Moreover, an entire eco system connected with two big eco systems of tourism and healthcare should be threaded in a single garland or, let's say, streamlined deliberately, which seemingly looks a bit challenging but becomes very productive in the long run for overall growth of both the sectors, tourism and healthcare. It's unnecessary to elaborate on the advantages of medical tourism; they're so evident. This, on the one hand, multiplies the potential of tourism as an added product, and, on the other hand, strengthens all facets of healthcare, thereby benefiting the entire country and all citizens, whether by advancing healthcare quality from every angle or by establishing standards, protocol, cost standardisation, regulation, ethics, and technology-driven scientific practice, all of which will be regarded as the fundamentals of practicing healthcare on a foreign citizen in an affluent country.

Having said this, we are not mature enough yet to draw any conclusive punchline regarding Nepal's potential in the same. Neither can we say Nepal can start catering to medical tourism right away in the status quo circumstances, nor can we say Nepal won't be able to scoop the pie of medical tourism at all. A balanced, pragmatic sentence would be, 'Nepal can obtain it if moved deliberately and prioritised accordingly." The example of a child delivery focused hospital about to be operated in Lumbini upon the interest and investment of the Sri Lankan government with the objective of letting Sri Lankan women deliver the baby in the Lumbini area, endorsing their deep rooted thought of instilling Buddhism in new-born babies, can be a good reflection of medical tourism practice.

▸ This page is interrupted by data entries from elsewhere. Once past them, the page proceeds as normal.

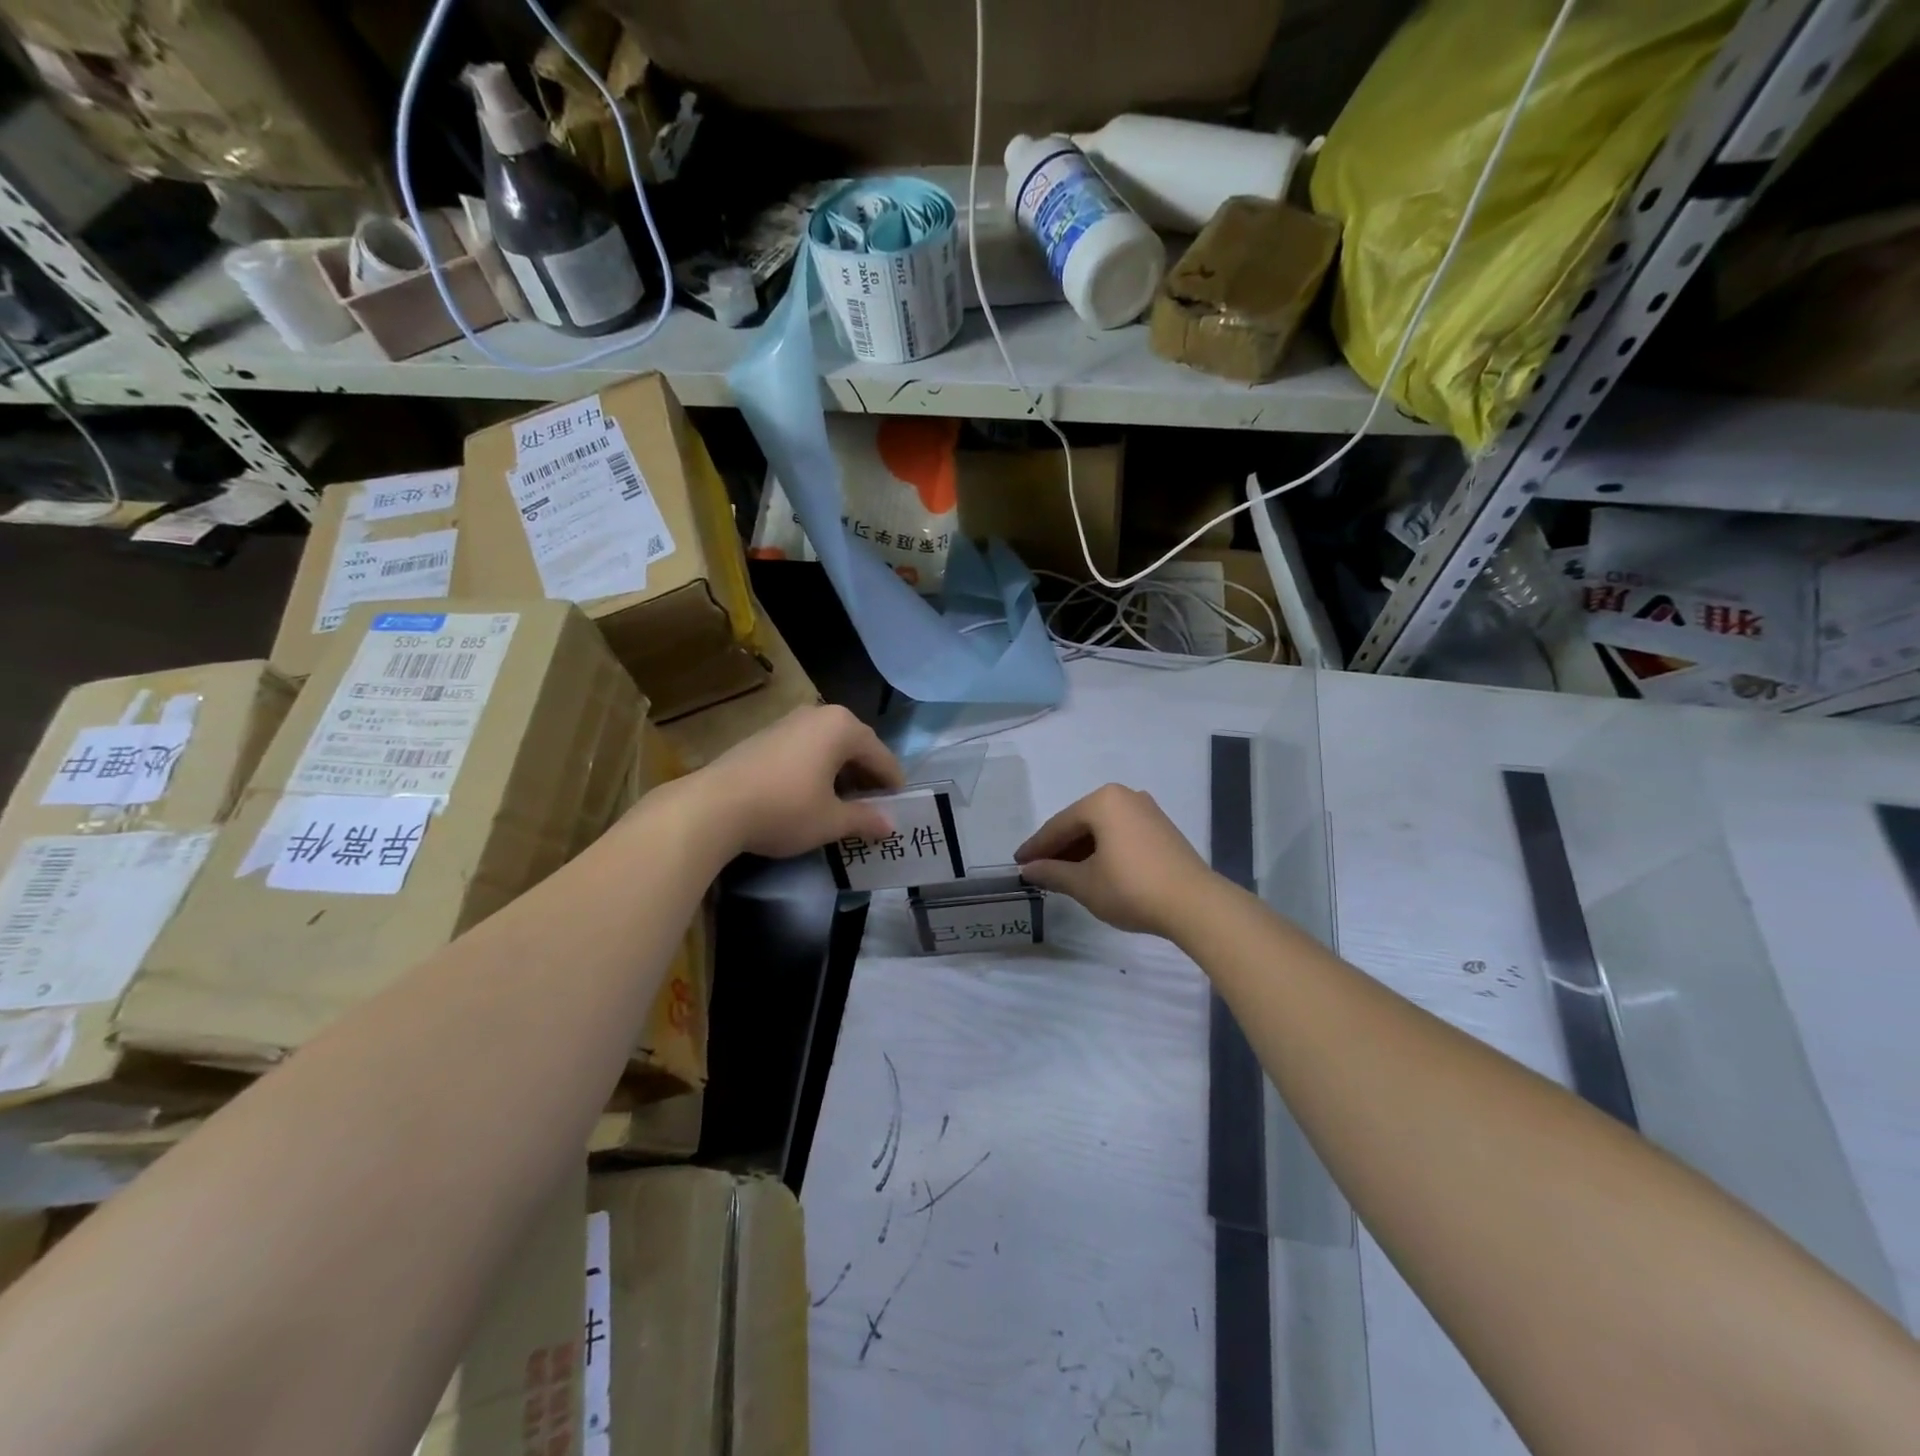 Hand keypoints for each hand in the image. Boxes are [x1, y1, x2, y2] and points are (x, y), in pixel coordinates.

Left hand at [692, 705, 903, 859]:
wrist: (713, 806)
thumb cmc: (784, 809)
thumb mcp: (831, 821)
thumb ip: (864, 819)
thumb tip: (889, 825)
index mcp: (842, 727)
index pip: (880, 755)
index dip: (893, 782)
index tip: (900, 805)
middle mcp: (818, 715)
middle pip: (855, 746)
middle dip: (866, 775)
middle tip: (874, 805)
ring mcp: (788, 722)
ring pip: (828, 746)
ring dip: (840, 772)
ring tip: (843, 803)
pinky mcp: (764, 735)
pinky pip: (805, 749)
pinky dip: (816, 769)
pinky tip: (810, 795)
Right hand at [1015, 784, 1216, 937]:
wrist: (1194, 904)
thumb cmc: (1131, 888)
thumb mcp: (1084, 884)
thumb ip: (1052, 873)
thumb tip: (1029, 870)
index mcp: (1102, 801)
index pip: (1059, 825)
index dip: (1036, 847)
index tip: (1018, 863)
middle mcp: (1125, 796)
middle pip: (1080, 823)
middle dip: (1058, 848)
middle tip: (1038, 869)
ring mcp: (1147, 811)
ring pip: (1101, 829)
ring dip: (1081, 850)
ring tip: (1063, 874)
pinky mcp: (1162, 829)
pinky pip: (1121, 834)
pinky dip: (1103, 850)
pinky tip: (1094, 870)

From periodic discussion among stakeholders and potential key players from policy, politics, providers, and planners, Nepal can choose very few sectors in the first phase. Ayurveda, cosmetics, delivery, and fertility care could be among those start up segments. After the preparatory phase of policy, legality, discussions, and conclusion, the next phase of implementation can be started by calling on public hospitals, private players (including FDI), and tourism operators. The branding should be of international standards by creating a punchline like 'Heal in the Hill' for Ayurveda practice in the panorama of Nepal. 'Baby from the Land of Buddha (BLOB)', 'Mountain, source of age gain', 'brighten the face like a mountain' and many more phrases can be of high attraction.

 As medical tourism has to address two big eco systems, a separate regulator and a separate facilitator unit have to be designed as it's precondition. We have plenty of opportunities to learn from our neighbour and nearby nations. Once we go for it and have real taste of the domain, we all start saying the title statement 'yes, medical tourism is a magical win-win'.  

(Dr. Pyakurel is a medical professional and founding CEO of Health Concern, and founder of Mediflow solution.)